Pancreatitis Clinical Trial
Official title:
Randomised Controlled Trial of Index Cholecystectomy Versus Scheduled Cholecystectomy in Biliary Pancreatitis
There are controversies optimal timing for cholecystectomy in patients with mild biliary pancreatitis. The safety of cholecystectomy performed during an episode of pancreatitis has been questioned. The aim of the present randomized controlled trial is to compare the outcome in terms of recurrent pancreatitis and gallstone-related events between index cholecystectomy, performed during the first admission for acute pancreatitis, and scheduled cholecystectomy, performed 4-6 weeks after discharge.
Background:
There is still considerable debate regarding the optimal timing of cholecystectomy in mild
biliary pancreatitis. It is widely accepted to wait until the patient's clinical condition
allows performing cholecystectomy in severe biliary pancreatitis with systemic or local
complications. On the other hand, the recommendations are not very clear when it comes to
patients with mild biliary pancreatitis. The British Society of Gastroenterology and American
Gastroenterological Association guidelines recommendation is to perform cholecystectomy
within 2-to 4- week interval after the initial episode. However, the safety of
cholecystectomy performed during an episode of pancreatitis is also controversial.
In a systematic review the overall readmission rate was 18% after index cholecystectomy, 8%
for recurrent biliary pancreatitis, 3 % for acute cholecystitis and 7 % for biliary colic.
Methods The study is performed as a Randomised controlled trials with two parallel arms and a
ratio of 1:1. Patients admitted with acute pancreatitis are checked for eligibility criteria
for the study. Mild pancreatitis is defined as pancreatitis without local complications such
as necrosis or organ failure. Patients who are eligible obtained oral and written information
about the study and invited to be included. Patients who accept participation sign a consent
form and are included. The included patients are randomized into index cholecystectomy (IC)

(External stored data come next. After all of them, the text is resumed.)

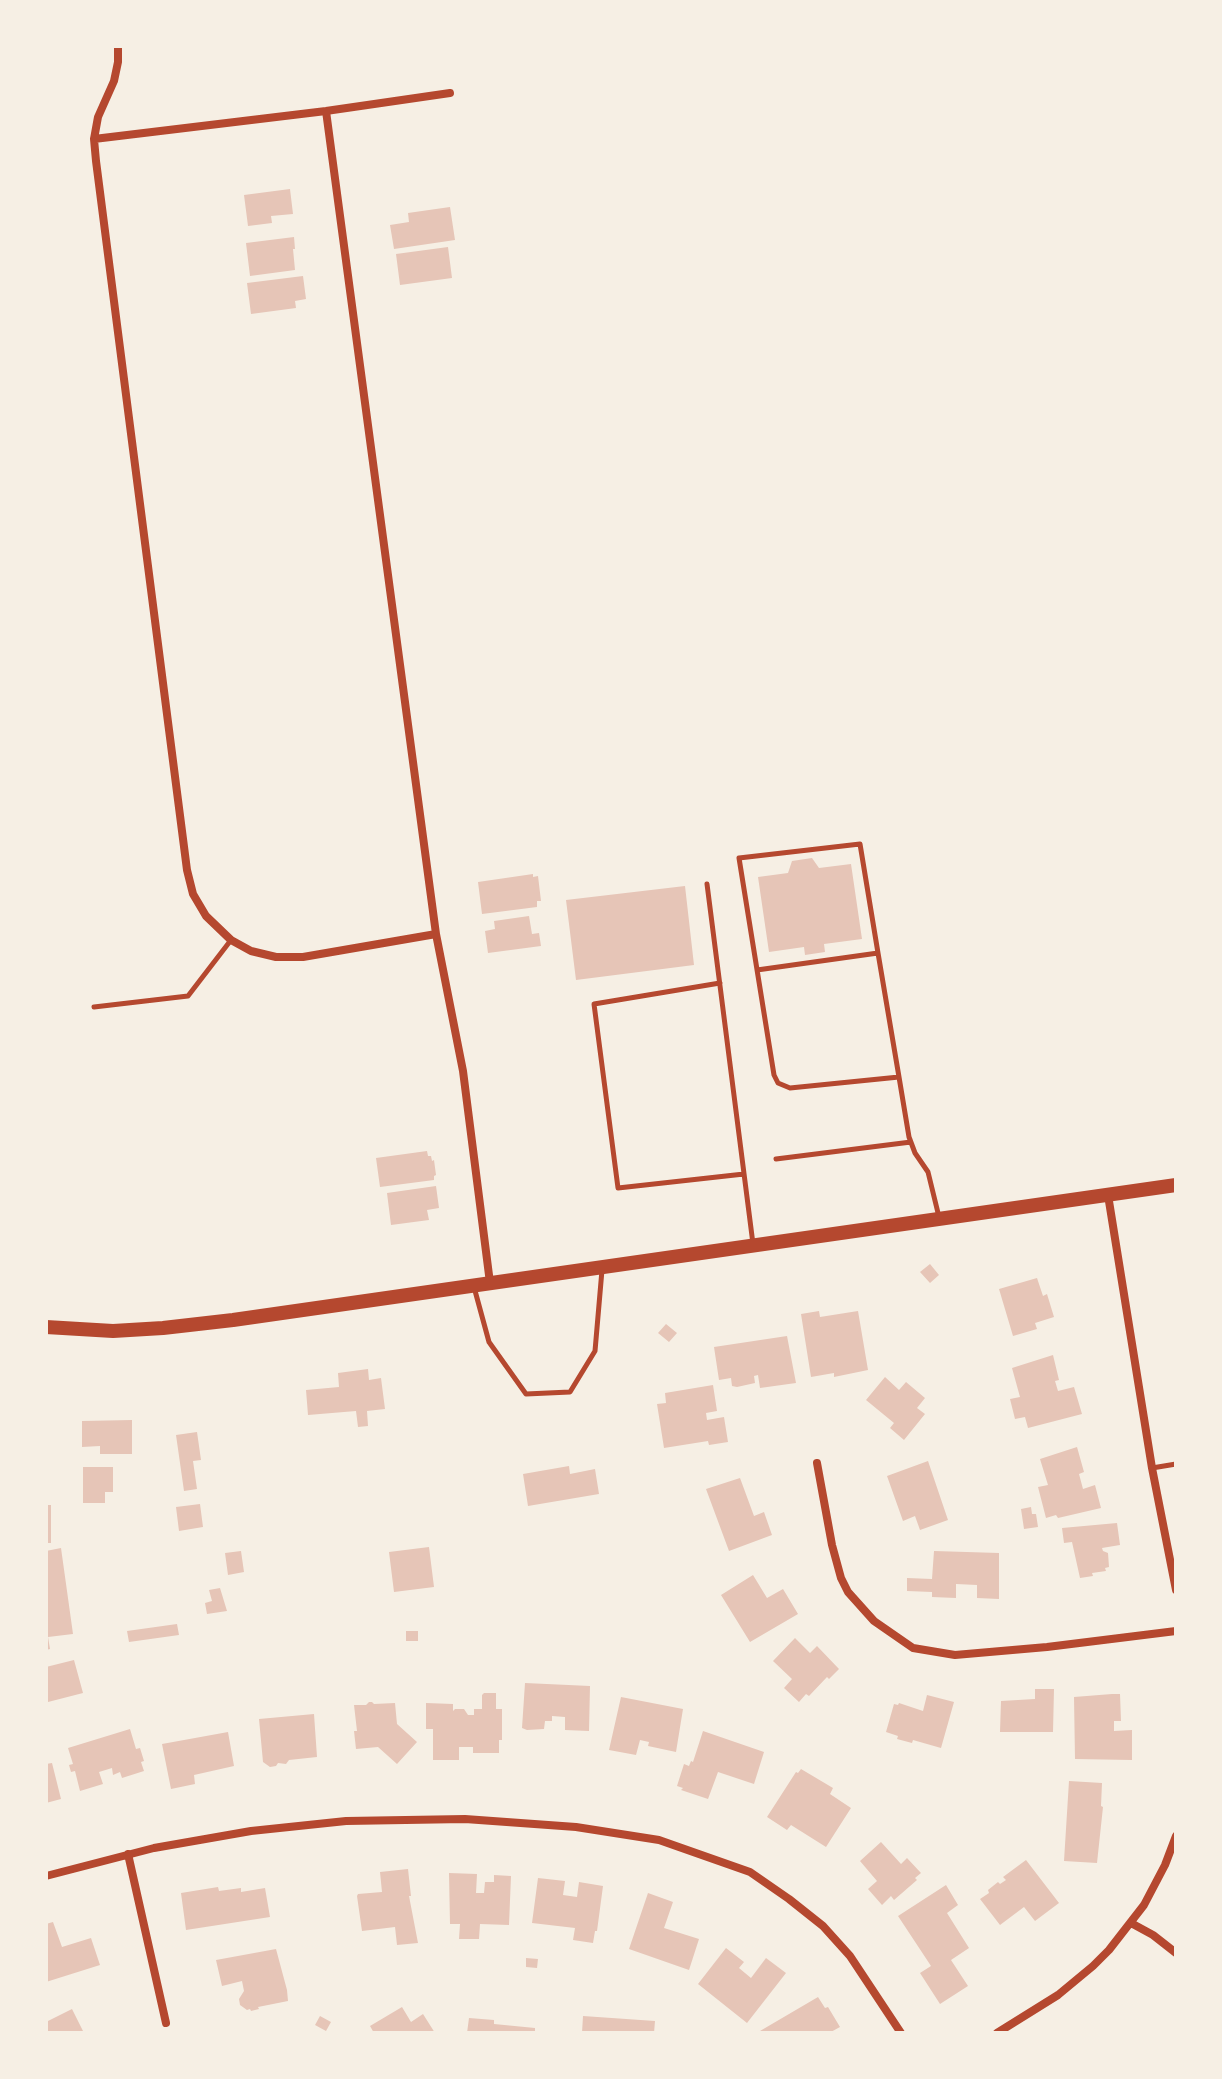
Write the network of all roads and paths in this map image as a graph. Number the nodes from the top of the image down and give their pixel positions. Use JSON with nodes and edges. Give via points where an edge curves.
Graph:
{"nodes":[{"id":1,"x":118,"y":46,"type":"edge"},
{"id":2,"x":450,"y":93,"type":"dead end"},
{"id":3,"x":326,"y":111,"type":"junction"},
{"id":4,"x":94,"y":139,"type":"junction"},
{"id":5,"x":707,"y":884,"type":"dead end"},
{"id":6,"x":436,"y":934,"type":"junction"},
{"id":7,"x":231,"y":940,"type":"junction"},
{"id":8,"x":878,"y":953,"type":"junction"},
{"id":9,"x":757,"y":970,"type":"junction"},
{"id":10,"x":720,"y":983,"type":"junction"},
{"id":11,"x":94,"y":1007,"type":"dead end"},
{"id":12,"x":899,"y":1077,"type":"junction"},
{"id":13,"x":911,"y":1142,"type":"junction"},
{"id":14,"x":776,"y":1159,"type":"dead end"},
{"id":15,"x":744,"y":1174,"type":"junction"},
{"id":16,"x":1176,"y":1185,"type":"edge"},
{"id":17,"x":1108,"y":1195,"type":"junction"},
{"id":18,"x":939,"y":1218,"type":"junction"},
{"id":19,"x":754,"y":1245,"type":"junction"},
{"id":20,"x":603,"y":1266,"type":"junction"},
{"id":21,"x":490,"y":1283,"type":"junction"},
{"id":22,"x":474,"y":1286,"type":"junction"},
{"id":23,"x":46,"y":1327,"type":"edge"},
{"id":24,"x":817,"y":1463,"type":"dead end"},
{"id":25,"x":1176,"y":1464,"type":"edge"},
{"id":26,"x":1152,"y":1468,"type":"junction"},
{"id":27,"x":1176,"y":1590,"type":"edge"},
{"id":28,"x":1176,"y":1631,"type":"edge"},
{"id":29,"x":1176,"y":1836,"type":"edge"},
{"id":30,"x":128,"y":1854,"type":"junction"},
{"id":31,"x":46,"y":1876,"type":"edge"},
{"id":32,"x":1131,"y":1923,"type":"junction"},
{"id":33,"x":1176,"y":1953,"type":"edge"},
{"id":34,"x":166,"y":2023,"type":"dead end"},
{"id":35,"x":901,"y":2033,"type":"edge"},
{"id":36,"x":997,"y":2033,"type":"edge"}],
"edges":[{"from":1,"to":4,"type":"street","via":[[114,81]]},
{"from":2,"to":3,"type":"street"},
{"from":3,"to":4,"type":"street"},
{"from":3,"to":6,"type":"street"},
{"from":4,"to":7,"type":"street","via":[[187,870],[206,916]]},
{"from":5,"to":10,"type":"lane"},
{"from":6,"to":7,"type":"street","via":[[303,957],[276,957]]},
{"from":6,"to":21,"type":"street","via":[[463,1071]]},
{"from":7,"to":11,"type":"lane","via":[[188,996]]},
{"from":8,"to":9,"type":"lane"},
{"from":8,"to":9,"type":"lane","via":[[860,844],[739,858]]},
{"from":8,"to":12,"type":"lane"},
{"from":9,"to":12,"type":"lane","via":[[778,1083],[790,1088]]},
{"from":10,"to":15,"type":"lane"},
{"from":10,"to":15,"type":"lane","via":[[594,1004],[618,1188]]},
{"from":12,"to":13,"type":"lane"},
{"from":13,"to":14,"type":"lane"},
{"from":13,"to":18,"type":"lane","via":[[928,1172]]},
{"from":15,"to":19,"type":"lane"},
{"from":16,"to":17,"type":"main road"},
{"from":17,"to":18,"type":"main road"},
{"from":17,"to":26,"type":"street"},
{"from":18,"to":19,"type":"main road"},
{"from":19,"to":20,"type":"main road"},
{"from":20,"to":21,"type":"main road"},
{"from":20,"to":22,"type":"lane","via":[[595,1351],[570,1392],[526,1394],[489,1342]]},
{"from":21,"to":22,"type":"main road"},
{"from":22,"to":23,"type":"main road","via":[[163,1328]]},
{"from":24,"to":28,"type":"street","via":[[832,1545],[848,1592],[874,1621],[913,1648],[955,1655]]},
{"from":25,"to":26,"type":"lane"},
{"from":26,"to":27,"type":"street"},
{"from":29,"to":32,"type":"street"},
{"from":30,"to":31,"type":"street"},
{"from":30,"to":34,"type":"street"},
{"from":30,"to":35,"type":"street","via":[[251,1831],[346,1821],[465,1819],[659,1840],[750,1872],[823,1926],[850,1956]]},
{"from":32,"to":33,"type":"street"},
{"from":32,"to":36,"type":"street","via":[[1058,1995]]}]}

or scheduled cholecystectomy (SC).
Randomization is done with a sealed envelope system. The allocation sequence is created by an
online random generator. There is no blocking. After randomization, the patient as well as
the responsible are immediately informed about the allocation.
The IC and SC are protocolled to be performed within 24-48 hours from randomization, and
after 6 weeks from discharge respectively. Daily blood samples, pain and well-being scores
are obtained during index admission until discharge, at 1-month follow-up for SC group and at
the scheduled cholecystectomy. Quality of life is assessed with SF-36 prior to randomization
and 4 weeks after inclusion. Pain is measured with the McGill Pain Questionnaire before
randomization and daily until discharge of two days after inclusion.
Sample size estimation If IC reduces the risk of gallstone- or treatment-related adverse
events from 40% to 10%, a total sample of 32 patients in each group is required in order to
reach a chance of 80% of detecting a significant difference at the p<0.05 level. In order to
compensate of drop-outs, a total sample of 70 is stipulated.